While no one with any experience in food security problems would ever make such a claim because hunger is not a problem of technology but of access to food and poverty eradication, public debate is going along those lines. We think that the question whether or not GMOs and their producers will succeed in dominating agriculture and selling their industrial model of farming to the rest of the world is going to be decided in central and Eastern European countries like Poland but also in the developing world.

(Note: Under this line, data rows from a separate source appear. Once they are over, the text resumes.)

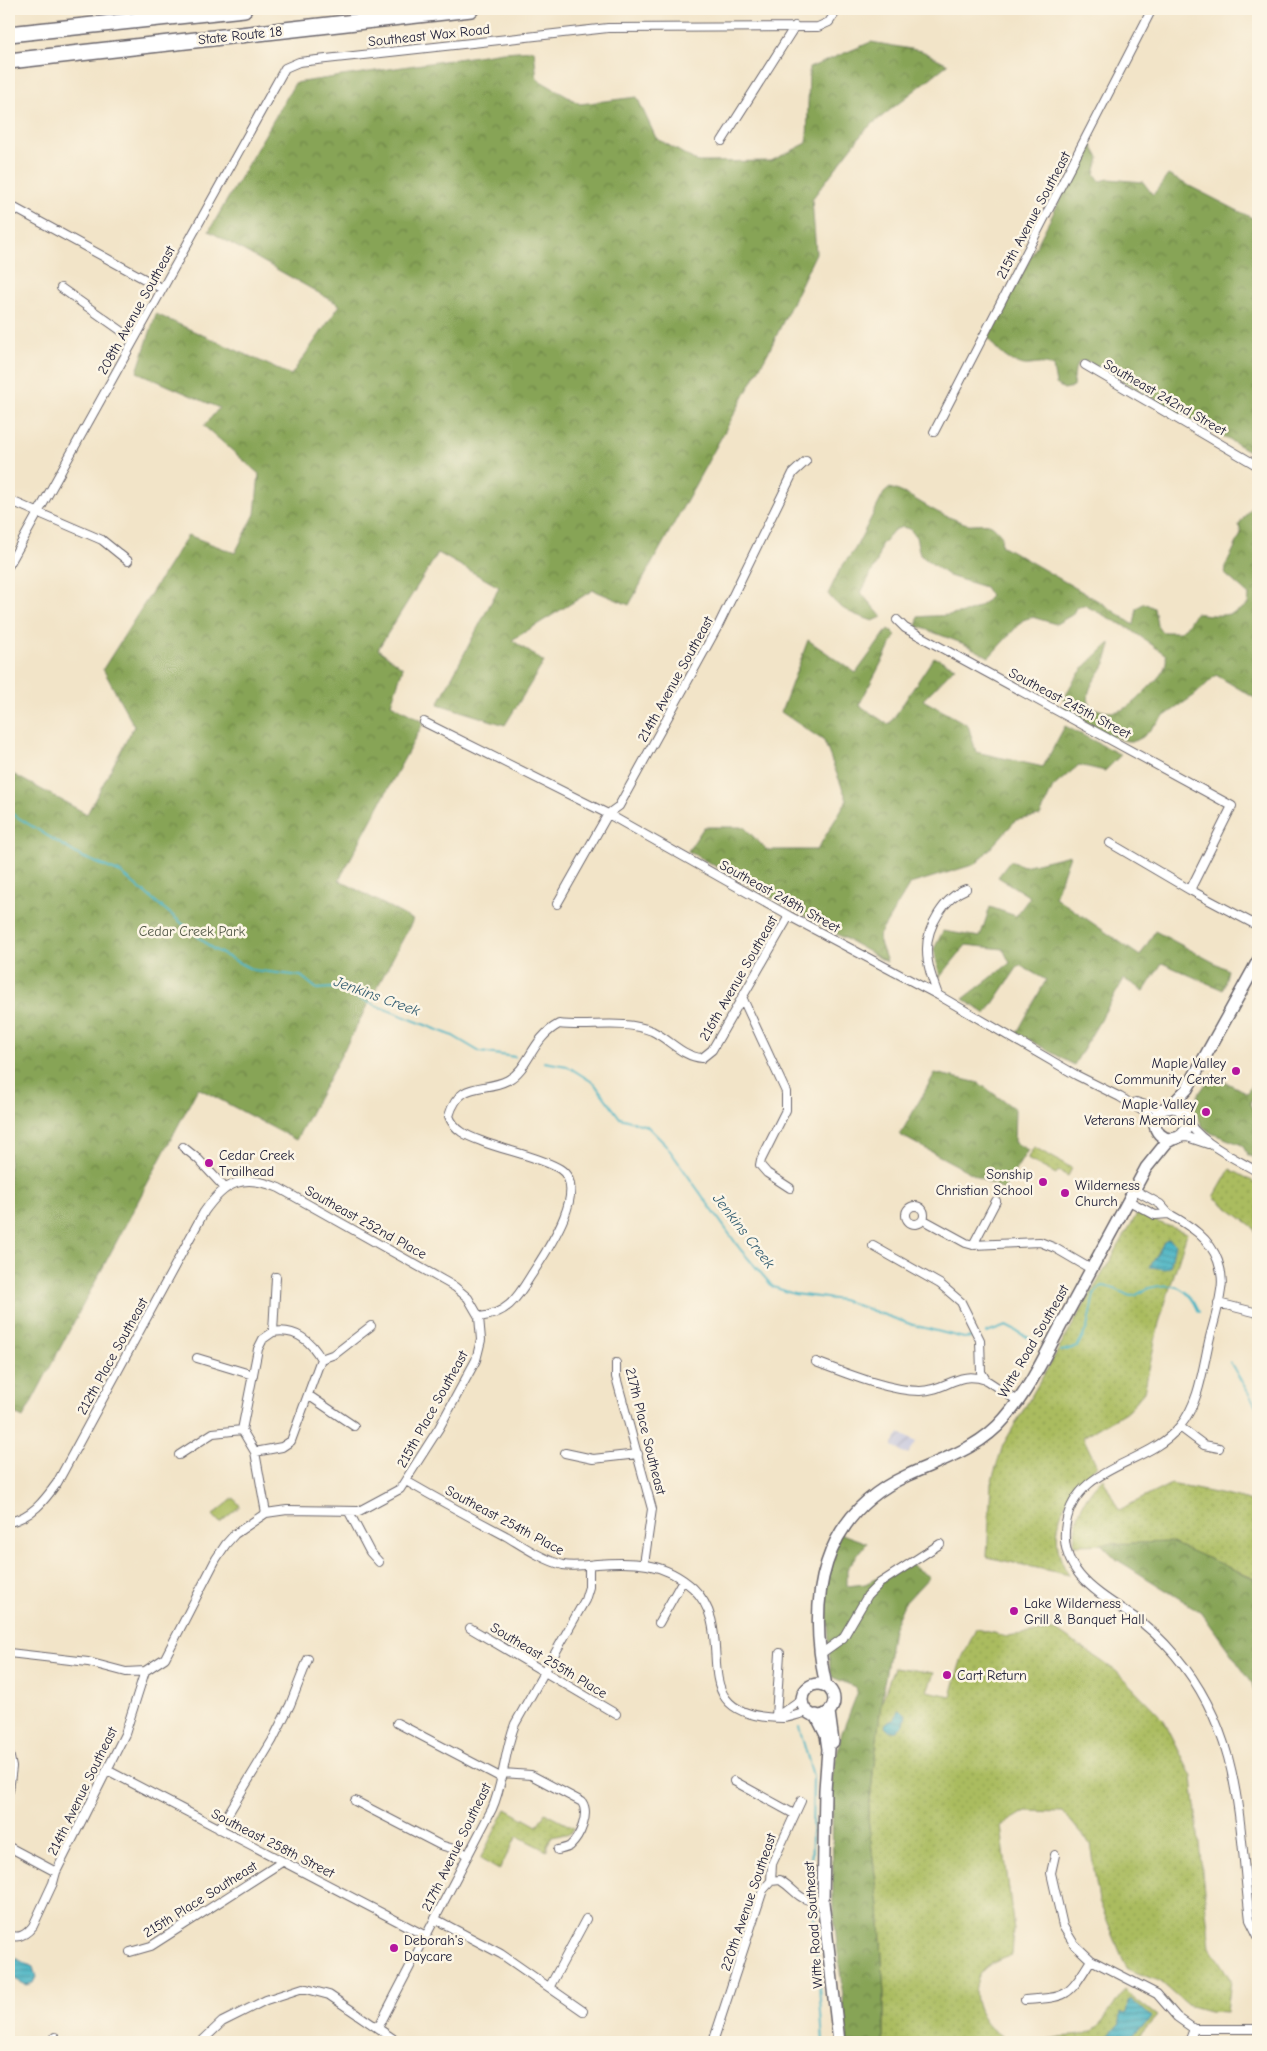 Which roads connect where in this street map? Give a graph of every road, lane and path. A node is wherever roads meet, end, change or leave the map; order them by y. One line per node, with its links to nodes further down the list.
1 (244, 9): 6 (highway, State Route 18)
2 (471, 9): 7 (highway, State Route 18)
3 (838, 9): 5 (street, Southeast Wax Road)
4 (1152, 9): 15 (street, 215th Avenue Southeast)
5 (795, 26): 8 (street, Southeast Wax Road); 9 (street)
6 (9, 34)
7 (9, 61)
8 (285, 68): 12 (street, 208th Avenue Southeast)
9 (722, 141)
10 (9, 205): 12 (street)
11 (61, 288): 13 (street)
12 (162, 288): 13 (street, 208th Avenue Southeast)
13 (133, 339): 19 (street, 208th Avenue Southeast)
14 (1086, 365): 17 (street, Southeast 242nd Street)
15 (934, 432)
16 (806, 461): 24 (street, 214th Avenue Southeast)
17 (1258, 466)
18 (9, 500): 19 (street)
19 (38, 514): 20 (street); 21 (street, 208th Avenue Southeast)
20 (128, 561)
21 (9, 565)
22 (897, 620): 27 (street, Southeast 245th Street)
23 (424, 722): 24 (street, Southeast 248th Street)
24 (608, 814): 28 (street, 214th Avenue Southeast); 29 (street, Southeast 248th Street)
25 (1110, 843): 27 (street)
26 (966, 889): 32 (street)
27 (1190, 890): 30 (street)
28 (557, 904)
29 (788, 916): 32 (street, Southeast 248th Street); 33 (street, 216th Avenue Southeast)
30 (1258, 926)
31 (1258, 960): 34 (street)
32 (938, 996): 35 (street, Southeast 248th Street)
33 (742, 998): 45 (street); 57 (street, 216th Avenue Southeast)
34 (1212, 1045): 36 (street); 37 (street)
35 (1120, 1097): 36 (street, Southeast 248th Street); 38 (street, Southeast 248th Street)
36 (1168, 1108): 37 (street); 38 (street)
37 (1186, 1117): 39 (street); 41 (street)
38 (1157, 1128): 39 (street); 42 (street, Witte Road Southeast)
39 (1175, 1138): 41 (street); 42 (street, Witte Road Southeast)
40 (183, 1147): 44 (street)
41 (1219, 1149): 43 (street)
42 (1146, 1168): 46 (street, Witte Road Southeast)
43 (1258, 1172)
44 (224, 1187): 57 (street, Southeast 252nd Place); 79 (street, 212th Place Southeast)
45 (790, 1188)
46 (1135, 1190): 48 (street, Witte Road Southeast); 49 (street)
47 (996, 1201): 51 (street)
48 (1129, 1201): 49 (street); 53 (street, Witte Road Southeast)
49 (1169, 1214): 55 (street)
50 (924, 1220): 51 (street)
51 (974, 1244): 53 (street)
52 (874, 1246): 65 (street)
53 (1091, 1269): 67 (street, Witte Road Southeast)
54 (276, 1277): 59 (street)
55 (1218, 1303): 56 (street); 69 (street)
56 (1258, 1313)
57 (479, 1317): 76 (street, 215th Place Southeast)
58 (371, 1326): 61 (street)
59 (273, 1332): 61 (street); 64 (street)
60 (197, 1358): 64 (street)
61 (321, 1359): 66 (street)
62 (816, 1362): 65 (street)
63 (616, 1363): 74 (street, 217th Place Southeast)
64 (253, 1374): 70 (street)
65 (986, 1380): 67 (street)
66 (308, 1395): 68 (street); 72 (street)
67 (1018, 1401): 89 (street, Witte Road Southeast)
68 (354, 1426)
69 (1180, 1427): 71 (street); 122 (street)
70 (242, 1430): 72 (street); 75 (street)
71 (1219, 1448)
72 (255, 1452): 78 (street)
73 (566, 1453): 74 (street)
74 (638, 1454): 82 (street, 217th Place Southeast)
75 (179, 1455)
76 (406, 1481): 77 (street, 215th Place Southeast); 83 (street, Southeast 254th Place)
77 (349, 1512): 78 (street, 215th Place Southeast); 81 (street)
78 (266, 1513): 91 (street)
79 (9, 1522)
80 (940, 1544): 89 (street)
81 (379, 1562)
82 (644, 1564): 83 (street, Southeast 254th Place); 84 (street, Southeast 254th Place)
83 (590, 1565): 92 (street, 217th Avenue Southeast)
84 (683, 1580): 85 (street); 98 (street, Southeast 254th Place)
85 (659, 1623)
86 (470, 1628): 92 (street, Southeast 255th Place)
87 (9, 1653): 91 (street)
88 (780, 1653): 98 (street)
89 (822, 1656): 93 (street, Witte Road Southeast)
90 (308, 1659): 109 (street)
91 (145, 1671): 101 (street, 214th Avenue Southeast)
92 (544, 1672): 96 (street, Southeast 255th Place); 102 (street, 217th Avenue Southeast)
93 (820, 1686): 94 (street); 95 (street, Witte Road Southeast)
94 (803, 1698): 97 (street, Witte Road Southeast); 98 (street)
95 (829, 1712): 97 (street); 103 (street, Witte Road Southeast)
96 (616, 1714)
97 (812, 1714): 98 (street, Southeast 254th Place); 103 (street, Witte Road Southeast)
98 (776, 1718)
99 (397, 1723): 102 (street)
100 (9, 1753): 105 (street)
101 (109, 1771): 109 (street, Southeast 258th Street); 115 (street, 214th Avenue Southeast)
102 (503, 1776): 111 (street); 113 (street, 217th Avenue Southeast)
103 (826, 1776): 117 (street, Witte Road Southeast)
104 (734, 1781): 108 (street)
105 (9, 1791)
106 (355, 1800): 113 (street)
107 (801, 1801): 108 (street, 220th Avenue Southeast)
108 (794, 1814): 116 (street, 220th Avenue Southeast)
109 (219, 1830): 114 (street, Southeast 258th Street)
110 (9, 1847): 115 (street)
111 (558, 1850)
112 (1055, 1855): 124 (street)
113 (468, 1856): 118 (street, 217th Avenue Southeast)
114 (282, 1862): 121 (street, Southeast 258th Street); 123 (street, 215th Place Southeast)
115 (56, 1872): 120 (street, 214th Avenue Southeast)
116 (772, 1880): 117 (street); 133 (street, 220th Avenue Southeast)
117 (823, 1902): 134 (street, Witte Road Southeast)
118 (435, 1919): 121 (street, 217th Avenue Southeast); 125 (street)
119 (586, 1919): 125 (street)
120 (9, 1935)
121 (426, 1936): 128 (street, 217th Avenue Southeast)
122 (1258, 1936)
123 (130, 1952)
124 (1091, 1960): 126 (street); 130 (street)
125 (550, 1986): 127 (street)
126 (1025, 2000)
127 (583, 2010)
128 (378, 2028): 131 (street); 132 (street)
129 (1258, 2029): 130 (street)
130 (1194, 2030): 135 (street)
131 (200, 2042)
132 (398, 2042)
133 (713, 2042)
134 (839, 2042)
135 (1189, 2042)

To take on this challenge we think we need to broaden the campaign and talk about agriculture as a whole not only GMOs. We are discussing currently what we think are the right approaches to farming and will show how these principles are being practised successfully all over the world adapted to the most different environments. This is why I am very excited to be here and would like to encourage any one of you to let us know about the way you farm to help us prove that sustainable agriculture is a dream come true all over the world.
3. GMO-free Zones
by Iza Kruszewska, ANPED, The Northern Alliance for Sustainability
Prepared for the ICPPC Seminar, Krakow, 21 June 2001
What is a GMO-free zone?
The ‘zone’ can be an economic one e.g. GMO-free supermarket chain.

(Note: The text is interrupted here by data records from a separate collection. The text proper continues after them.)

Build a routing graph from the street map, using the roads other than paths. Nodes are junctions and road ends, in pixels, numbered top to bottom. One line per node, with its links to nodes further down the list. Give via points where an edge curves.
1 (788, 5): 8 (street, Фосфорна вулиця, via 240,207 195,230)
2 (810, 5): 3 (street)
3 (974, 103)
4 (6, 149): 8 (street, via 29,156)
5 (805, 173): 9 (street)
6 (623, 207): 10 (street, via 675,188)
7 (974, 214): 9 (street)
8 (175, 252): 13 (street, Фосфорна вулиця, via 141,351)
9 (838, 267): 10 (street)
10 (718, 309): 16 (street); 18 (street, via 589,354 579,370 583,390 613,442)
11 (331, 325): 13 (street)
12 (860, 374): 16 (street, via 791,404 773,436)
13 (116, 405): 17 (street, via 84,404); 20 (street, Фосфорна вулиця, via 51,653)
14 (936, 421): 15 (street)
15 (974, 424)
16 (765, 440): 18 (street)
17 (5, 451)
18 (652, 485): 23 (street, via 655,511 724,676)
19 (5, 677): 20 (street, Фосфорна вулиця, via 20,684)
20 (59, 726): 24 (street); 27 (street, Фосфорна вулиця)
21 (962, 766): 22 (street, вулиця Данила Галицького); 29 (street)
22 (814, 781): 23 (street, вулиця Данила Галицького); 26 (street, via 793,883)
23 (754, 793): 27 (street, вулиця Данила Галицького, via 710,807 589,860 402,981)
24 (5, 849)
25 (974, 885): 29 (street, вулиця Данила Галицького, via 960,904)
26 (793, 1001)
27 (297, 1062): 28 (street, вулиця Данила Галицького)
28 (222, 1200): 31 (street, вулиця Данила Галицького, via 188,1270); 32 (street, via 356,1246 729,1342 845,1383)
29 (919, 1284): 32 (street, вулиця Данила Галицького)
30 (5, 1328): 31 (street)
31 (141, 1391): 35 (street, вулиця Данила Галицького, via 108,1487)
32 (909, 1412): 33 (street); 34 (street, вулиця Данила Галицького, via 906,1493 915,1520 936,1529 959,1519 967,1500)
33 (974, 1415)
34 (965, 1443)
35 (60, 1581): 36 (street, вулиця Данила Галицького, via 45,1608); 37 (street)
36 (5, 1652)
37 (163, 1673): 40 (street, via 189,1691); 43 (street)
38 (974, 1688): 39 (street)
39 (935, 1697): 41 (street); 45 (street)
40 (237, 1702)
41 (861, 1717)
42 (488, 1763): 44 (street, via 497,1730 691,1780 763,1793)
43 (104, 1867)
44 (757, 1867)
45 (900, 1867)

Another type zone is a physical one e.g. community-owned land. GMO-free zones can be created at many levels: village, city, county, country or even continent.
Whilst it is important that each GMO-free zone has a clear and well publicised definition, the precise nature of the definition will depend on what is possible and practical for each zone. One definition of a “GE-free zone”, is one where no releases of GMOs (GE seeds) take place, but where GE food and GE feed could be marketed, provided that the GMOs were not capable of reproduction.
What is the purpose of GMO-free zones?
GE-free zones can be used in at least three ways:
· As a political tool within the regulatory system to expose loopholes or to exploit legal opportunities;
· As a market tool, to provide GE-free food and enable consumer choice;
· As a public awareness-raising tool e.g. the use of the ‘GMO-free zone’ logo on municipal stationary or supermarket bags.
Clearly, we don’t want GMOs anywhere, but practically we can start with where we are. GMO-free zones is consistent with the idea: Think Globally, Act Locally.
Practical examples of GMO-free zones
· Italy: Four regions, Tuscany, Molise, Lazio and Marche and around 25 provinces, cities and municipalities have banned GE crops, including Rome, Milan, Turin, Brescia and Genoa; In 2000, Italy banned four varieties of GE maize.
· Austria: Bans on three GE maize varieties; no field trials, Austrian supermarkets carry hardly any GMOs, Austria is often called “GMO-free”, the Federal Institute for Less-favoured and Mountainous Areas is pressing for GE-free legislation and published a study on GE-free zones (see below);
· Norway: Ban on the import of 6 GE crops and products which contain antibiotic resistance genes – two GE vaccines, GE maize, tobacco, chicory, and oil swede rape, some of which have been approved in EU. 31 GE applications have been rejected to date;
· Greece: moratorium on GE crop trials
· Spain: The Basque Government has a 5-year complete ban on GMOs
· Algeria: Banned the import, distribution, commercialisation and use of GE plants, except for research purposes.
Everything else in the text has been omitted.